# Ritchey Freehub Conversion



## snails_pace (Mar 8, 2005)

Does anyone know if you can change the freehub bodies on Ritchey WCS wheels (Carbon, Protocol or DS) from Campy to Shimano or vice versa?

Thanks


----------



## mike of perth (May 23, 2008)

Ritchey Freehub Conversion, I know this is an old thread but I have just been through this process and I might be able to assist others who want to do this, I have also seen similar questions elswhere while trying to solve this.
The story goes like this; I am building a bike for the wife, she spots a set of WCS protocol wheels on Probikekit for A$385 which seems pretty cheap but is only available with a campy freehub, I email Ritchey who say not a problem an easy conversion to shimano, so we buy them.

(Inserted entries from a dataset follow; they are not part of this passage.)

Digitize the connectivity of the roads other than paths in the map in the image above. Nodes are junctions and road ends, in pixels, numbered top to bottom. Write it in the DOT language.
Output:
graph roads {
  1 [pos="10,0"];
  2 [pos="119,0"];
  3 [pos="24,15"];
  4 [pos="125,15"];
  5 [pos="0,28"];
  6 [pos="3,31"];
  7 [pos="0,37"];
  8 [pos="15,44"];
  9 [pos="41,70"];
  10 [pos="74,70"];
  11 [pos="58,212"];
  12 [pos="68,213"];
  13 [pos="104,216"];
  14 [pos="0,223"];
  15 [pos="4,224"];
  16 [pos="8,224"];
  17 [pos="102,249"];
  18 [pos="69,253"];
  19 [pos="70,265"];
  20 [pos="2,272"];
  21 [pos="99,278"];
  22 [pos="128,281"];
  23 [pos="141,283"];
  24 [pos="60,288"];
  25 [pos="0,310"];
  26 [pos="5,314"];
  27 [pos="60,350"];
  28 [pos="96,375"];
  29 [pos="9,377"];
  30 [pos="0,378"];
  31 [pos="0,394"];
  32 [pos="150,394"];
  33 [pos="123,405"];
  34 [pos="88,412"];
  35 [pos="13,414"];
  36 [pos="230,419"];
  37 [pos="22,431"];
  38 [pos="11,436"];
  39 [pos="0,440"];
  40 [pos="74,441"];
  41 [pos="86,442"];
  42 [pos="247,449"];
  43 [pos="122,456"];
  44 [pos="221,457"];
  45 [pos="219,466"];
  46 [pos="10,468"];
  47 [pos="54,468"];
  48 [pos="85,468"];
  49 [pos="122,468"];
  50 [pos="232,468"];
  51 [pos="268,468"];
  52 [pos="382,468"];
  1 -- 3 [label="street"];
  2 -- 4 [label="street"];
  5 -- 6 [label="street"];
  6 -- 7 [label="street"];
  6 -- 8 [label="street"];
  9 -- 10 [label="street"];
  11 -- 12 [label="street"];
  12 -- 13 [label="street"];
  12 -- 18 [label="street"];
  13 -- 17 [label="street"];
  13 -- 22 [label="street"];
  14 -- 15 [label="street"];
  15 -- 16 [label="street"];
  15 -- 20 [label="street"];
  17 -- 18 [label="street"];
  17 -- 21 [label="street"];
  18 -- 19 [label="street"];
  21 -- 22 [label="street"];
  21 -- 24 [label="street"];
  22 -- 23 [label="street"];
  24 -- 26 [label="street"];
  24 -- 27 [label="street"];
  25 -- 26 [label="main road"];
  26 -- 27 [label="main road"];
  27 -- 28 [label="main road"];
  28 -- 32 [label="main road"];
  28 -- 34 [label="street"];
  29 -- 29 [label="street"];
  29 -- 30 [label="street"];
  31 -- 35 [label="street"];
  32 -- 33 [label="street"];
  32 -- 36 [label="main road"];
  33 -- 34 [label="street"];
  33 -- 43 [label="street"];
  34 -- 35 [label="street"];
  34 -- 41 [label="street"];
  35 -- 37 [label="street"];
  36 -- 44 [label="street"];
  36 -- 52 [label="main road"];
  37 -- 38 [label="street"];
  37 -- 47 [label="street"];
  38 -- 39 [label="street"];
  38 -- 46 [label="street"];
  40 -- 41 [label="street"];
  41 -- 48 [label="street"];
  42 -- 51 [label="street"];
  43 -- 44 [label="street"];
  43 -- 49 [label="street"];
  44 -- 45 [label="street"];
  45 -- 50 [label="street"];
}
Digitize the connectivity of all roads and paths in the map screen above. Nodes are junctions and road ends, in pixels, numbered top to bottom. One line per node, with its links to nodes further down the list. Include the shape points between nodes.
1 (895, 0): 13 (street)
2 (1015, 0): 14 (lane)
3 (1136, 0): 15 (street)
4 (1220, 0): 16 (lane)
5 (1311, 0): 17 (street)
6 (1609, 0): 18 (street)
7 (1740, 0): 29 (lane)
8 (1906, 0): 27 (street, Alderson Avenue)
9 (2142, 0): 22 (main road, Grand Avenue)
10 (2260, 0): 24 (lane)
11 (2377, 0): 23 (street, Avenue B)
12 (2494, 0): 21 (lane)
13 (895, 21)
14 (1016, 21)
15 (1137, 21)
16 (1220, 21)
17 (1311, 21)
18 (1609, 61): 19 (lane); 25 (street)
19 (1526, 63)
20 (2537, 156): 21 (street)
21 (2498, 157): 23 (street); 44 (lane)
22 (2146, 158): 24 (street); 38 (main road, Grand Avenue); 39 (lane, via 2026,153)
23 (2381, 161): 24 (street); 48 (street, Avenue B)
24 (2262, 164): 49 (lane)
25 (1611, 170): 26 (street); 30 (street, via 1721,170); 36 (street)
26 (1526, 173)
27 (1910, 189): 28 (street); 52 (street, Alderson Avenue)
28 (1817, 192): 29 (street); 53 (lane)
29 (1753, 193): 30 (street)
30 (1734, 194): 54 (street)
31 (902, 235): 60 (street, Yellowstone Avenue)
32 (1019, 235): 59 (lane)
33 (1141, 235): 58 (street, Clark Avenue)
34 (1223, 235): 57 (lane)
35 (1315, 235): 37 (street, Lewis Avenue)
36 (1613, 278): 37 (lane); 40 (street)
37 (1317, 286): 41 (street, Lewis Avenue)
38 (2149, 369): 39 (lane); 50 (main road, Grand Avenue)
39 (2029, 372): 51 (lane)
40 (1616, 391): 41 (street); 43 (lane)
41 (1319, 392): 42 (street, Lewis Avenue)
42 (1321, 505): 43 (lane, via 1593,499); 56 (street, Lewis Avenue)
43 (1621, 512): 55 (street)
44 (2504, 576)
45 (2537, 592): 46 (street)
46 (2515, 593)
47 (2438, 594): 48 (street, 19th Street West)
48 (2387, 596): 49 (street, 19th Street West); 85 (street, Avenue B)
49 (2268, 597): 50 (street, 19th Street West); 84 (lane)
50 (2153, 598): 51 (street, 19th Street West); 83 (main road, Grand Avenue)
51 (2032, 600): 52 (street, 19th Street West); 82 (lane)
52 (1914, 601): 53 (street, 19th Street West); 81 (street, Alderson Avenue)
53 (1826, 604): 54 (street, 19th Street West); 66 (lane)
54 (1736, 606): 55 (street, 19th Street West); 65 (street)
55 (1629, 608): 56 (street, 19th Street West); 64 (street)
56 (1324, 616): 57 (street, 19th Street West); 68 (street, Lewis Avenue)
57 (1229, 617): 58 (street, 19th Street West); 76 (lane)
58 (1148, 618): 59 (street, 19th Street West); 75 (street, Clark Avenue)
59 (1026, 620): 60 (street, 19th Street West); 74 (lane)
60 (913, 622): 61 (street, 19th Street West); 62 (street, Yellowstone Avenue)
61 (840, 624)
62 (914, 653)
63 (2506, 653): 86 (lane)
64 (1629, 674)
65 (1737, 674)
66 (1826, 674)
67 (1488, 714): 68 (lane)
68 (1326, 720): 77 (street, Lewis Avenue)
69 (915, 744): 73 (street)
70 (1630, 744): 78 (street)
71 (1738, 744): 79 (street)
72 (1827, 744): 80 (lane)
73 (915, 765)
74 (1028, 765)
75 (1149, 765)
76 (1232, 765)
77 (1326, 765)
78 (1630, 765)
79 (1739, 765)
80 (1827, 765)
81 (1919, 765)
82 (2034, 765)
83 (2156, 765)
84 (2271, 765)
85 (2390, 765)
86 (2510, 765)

This is where the problems start, I had seen on a US website (icycles) Ritchey compatible Shimano Freehubs US$50 inc postage, when it turns up and I strip the freehub off its nothing like it. I email Ritchey again asking what I need and where do I get it and get nowhere (they forward my email to head office in Switzerland and nothing heard since). Anyway to cut to the chase I eventually got hold of the Ritchey distributor in Sydney who knew what I was on about and gave me the part number (RIS-HUWV3FWHL this number applies to the late model WCS I bought May 08) which I had to order through my LBS, cost is about A$140, which means the wheels were not such a bargain after all although they are very nice wheels, *My advice* is if you are buying some of these wheels look for the ones with the specific hub you want, alternatively I have a brand new unused Campy freehub for sale for A$70 + postage if anyone is doing this the other way around.
P.S. these freehubs are made under license by American Classic and have been fixed since the recall of circa 2005, the freehub also comes with spare pawls.


----------